What is needed: Find the word "dead" below. Copy each line that has it.

Information given:
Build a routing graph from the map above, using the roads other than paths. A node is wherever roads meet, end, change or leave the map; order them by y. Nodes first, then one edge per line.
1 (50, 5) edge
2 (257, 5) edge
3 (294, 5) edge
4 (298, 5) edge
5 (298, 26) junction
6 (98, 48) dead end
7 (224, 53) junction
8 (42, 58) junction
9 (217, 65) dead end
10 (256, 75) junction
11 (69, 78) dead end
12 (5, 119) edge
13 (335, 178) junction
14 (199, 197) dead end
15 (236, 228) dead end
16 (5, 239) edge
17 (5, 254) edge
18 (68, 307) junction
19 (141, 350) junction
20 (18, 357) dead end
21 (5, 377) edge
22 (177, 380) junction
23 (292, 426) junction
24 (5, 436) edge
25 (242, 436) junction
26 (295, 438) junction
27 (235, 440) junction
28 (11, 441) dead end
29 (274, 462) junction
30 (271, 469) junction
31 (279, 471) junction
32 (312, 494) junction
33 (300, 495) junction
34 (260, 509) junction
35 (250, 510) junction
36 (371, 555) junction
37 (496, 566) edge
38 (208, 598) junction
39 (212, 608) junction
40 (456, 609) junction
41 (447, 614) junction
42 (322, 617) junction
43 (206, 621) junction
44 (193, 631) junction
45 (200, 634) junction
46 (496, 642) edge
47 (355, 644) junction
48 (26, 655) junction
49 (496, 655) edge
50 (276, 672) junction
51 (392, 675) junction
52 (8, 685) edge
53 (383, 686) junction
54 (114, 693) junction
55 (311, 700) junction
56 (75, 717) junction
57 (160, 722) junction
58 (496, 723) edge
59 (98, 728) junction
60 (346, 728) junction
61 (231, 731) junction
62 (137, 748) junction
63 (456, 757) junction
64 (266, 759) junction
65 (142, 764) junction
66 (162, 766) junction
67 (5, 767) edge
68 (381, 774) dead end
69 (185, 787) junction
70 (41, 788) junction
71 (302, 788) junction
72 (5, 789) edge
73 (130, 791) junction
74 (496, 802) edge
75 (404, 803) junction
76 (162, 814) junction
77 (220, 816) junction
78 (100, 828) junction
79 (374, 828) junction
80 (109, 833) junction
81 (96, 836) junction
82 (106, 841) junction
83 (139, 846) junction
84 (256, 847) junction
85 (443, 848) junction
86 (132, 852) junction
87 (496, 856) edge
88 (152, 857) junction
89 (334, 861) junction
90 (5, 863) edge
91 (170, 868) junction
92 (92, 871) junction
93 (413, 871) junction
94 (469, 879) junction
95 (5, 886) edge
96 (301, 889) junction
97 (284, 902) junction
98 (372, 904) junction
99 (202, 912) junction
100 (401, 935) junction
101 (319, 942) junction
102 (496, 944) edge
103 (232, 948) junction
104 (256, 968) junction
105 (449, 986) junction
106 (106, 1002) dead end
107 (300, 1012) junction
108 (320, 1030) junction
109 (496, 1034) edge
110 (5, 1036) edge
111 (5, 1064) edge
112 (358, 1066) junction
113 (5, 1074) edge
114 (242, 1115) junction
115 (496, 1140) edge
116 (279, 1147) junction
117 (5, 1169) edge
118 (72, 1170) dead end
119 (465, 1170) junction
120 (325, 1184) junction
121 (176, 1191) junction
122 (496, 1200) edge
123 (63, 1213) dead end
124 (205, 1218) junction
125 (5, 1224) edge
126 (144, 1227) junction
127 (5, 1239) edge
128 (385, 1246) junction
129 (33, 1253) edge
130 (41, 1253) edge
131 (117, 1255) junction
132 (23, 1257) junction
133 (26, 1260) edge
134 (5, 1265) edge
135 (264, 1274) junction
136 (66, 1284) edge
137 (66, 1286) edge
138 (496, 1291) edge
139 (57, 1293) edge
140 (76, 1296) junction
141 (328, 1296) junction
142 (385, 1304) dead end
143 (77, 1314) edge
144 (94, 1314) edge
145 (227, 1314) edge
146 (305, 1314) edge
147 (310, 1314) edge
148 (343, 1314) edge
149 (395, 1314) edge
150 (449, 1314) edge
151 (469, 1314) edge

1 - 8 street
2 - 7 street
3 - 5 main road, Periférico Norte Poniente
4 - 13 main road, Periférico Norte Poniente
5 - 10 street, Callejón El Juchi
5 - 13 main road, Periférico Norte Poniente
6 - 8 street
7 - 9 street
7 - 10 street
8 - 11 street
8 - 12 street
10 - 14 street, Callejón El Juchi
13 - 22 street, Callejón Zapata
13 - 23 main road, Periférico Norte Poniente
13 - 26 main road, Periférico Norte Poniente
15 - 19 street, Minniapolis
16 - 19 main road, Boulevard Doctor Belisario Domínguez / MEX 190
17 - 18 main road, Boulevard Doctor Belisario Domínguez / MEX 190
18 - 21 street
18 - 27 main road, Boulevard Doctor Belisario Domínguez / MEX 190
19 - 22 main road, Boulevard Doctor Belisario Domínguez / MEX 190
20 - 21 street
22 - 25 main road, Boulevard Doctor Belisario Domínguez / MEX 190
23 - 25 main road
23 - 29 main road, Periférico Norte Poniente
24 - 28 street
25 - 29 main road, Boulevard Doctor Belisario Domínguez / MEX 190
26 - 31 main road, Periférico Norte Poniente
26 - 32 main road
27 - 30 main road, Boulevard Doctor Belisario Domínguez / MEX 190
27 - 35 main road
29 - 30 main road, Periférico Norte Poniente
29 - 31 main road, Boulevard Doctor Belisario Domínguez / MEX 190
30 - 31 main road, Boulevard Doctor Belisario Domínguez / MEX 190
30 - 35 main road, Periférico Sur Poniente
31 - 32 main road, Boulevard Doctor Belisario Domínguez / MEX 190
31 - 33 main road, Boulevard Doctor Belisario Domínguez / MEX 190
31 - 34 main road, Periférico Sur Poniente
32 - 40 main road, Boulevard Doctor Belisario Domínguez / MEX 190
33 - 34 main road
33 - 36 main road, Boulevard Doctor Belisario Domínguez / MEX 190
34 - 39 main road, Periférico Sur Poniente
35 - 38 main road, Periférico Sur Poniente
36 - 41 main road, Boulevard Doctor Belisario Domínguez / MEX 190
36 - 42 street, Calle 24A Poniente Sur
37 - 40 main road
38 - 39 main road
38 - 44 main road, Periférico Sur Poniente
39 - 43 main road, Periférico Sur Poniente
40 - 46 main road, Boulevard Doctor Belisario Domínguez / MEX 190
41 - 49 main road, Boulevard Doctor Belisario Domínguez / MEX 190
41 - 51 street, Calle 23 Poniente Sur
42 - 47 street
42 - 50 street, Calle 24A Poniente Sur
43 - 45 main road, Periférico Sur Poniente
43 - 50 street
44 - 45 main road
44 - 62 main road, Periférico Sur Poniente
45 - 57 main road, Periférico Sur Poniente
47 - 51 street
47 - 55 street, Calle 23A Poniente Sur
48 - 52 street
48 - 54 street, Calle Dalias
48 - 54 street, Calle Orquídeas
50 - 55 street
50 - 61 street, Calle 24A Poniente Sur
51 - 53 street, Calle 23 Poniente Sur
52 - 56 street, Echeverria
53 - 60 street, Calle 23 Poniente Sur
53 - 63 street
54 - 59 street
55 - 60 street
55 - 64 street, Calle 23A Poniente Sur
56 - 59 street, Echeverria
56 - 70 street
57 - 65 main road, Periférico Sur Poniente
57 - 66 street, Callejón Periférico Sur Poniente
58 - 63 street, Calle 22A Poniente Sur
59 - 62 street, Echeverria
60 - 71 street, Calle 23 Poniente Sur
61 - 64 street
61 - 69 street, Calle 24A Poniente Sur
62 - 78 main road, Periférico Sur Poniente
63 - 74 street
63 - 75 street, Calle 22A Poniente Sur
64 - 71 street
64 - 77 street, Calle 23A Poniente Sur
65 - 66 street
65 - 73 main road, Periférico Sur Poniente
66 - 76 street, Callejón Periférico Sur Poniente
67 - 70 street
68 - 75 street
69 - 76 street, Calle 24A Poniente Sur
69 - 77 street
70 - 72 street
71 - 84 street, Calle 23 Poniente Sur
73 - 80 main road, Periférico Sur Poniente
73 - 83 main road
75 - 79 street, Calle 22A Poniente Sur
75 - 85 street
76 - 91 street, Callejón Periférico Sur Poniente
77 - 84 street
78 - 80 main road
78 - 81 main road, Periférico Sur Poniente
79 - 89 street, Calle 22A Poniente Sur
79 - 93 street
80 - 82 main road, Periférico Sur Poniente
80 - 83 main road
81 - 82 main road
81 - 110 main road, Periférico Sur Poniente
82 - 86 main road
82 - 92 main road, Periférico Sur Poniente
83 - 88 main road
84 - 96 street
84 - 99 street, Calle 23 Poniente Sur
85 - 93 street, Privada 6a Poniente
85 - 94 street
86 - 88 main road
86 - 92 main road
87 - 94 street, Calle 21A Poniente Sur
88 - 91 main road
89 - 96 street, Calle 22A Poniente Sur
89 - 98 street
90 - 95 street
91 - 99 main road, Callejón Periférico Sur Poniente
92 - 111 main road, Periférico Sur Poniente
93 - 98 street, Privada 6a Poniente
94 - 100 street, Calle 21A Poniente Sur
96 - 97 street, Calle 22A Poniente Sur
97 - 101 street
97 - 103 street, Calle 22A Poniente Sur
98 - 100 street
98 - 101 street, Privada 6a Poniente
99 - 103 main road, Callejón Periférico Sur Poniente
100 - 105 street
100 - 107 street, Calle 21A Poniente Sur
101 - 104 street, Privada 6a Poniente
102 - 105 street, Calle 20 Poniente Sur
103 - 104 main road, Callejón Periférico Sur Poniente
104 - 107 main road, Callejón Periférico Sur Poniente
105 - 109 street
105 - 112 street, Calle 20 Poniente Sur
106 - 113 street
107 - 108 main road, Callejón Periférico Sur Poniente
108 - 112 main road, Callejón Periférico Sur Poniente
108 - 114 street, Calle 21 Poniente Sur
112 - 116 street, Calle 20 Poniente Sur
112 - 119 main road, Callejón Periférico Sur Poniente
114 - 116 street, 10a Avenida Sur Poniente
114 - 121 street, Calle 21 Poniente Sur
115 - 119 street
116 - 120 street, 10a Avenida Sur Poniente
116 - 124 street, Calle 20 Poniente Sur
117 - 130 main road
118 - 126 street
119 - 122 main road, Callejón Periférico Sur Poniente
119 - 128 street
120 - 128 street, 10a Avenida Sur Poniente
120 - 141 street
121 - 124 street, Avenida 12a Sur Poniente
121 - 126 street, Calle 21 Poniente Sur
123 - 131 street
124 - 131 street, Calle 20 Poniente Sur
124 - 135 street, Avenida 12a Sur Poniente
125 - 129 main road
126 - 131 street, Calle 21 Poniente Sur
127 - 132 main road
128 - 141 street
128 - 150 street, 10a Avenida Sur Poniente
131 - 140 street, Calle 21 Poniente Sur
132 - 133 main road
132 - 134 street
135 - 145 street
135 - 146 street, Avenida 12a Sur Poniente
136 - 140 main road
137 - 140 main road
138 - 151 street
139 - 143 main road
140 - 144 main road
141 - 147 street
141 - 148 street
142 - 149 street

Reply:
6 (98, 48) dead end
9 (217, 65) dead end
11 (69, 78) dead end
14 (199, 197) dead end
15 (236, 228) dead end
20 (18, 357) dead end
28 (11, 441) dead end
68 (381, 774) dead end
106 (106, 1002) dead end
118 (72, 1170) dead end
123 (63, 1213) dead end
142 (385, 1304) dead end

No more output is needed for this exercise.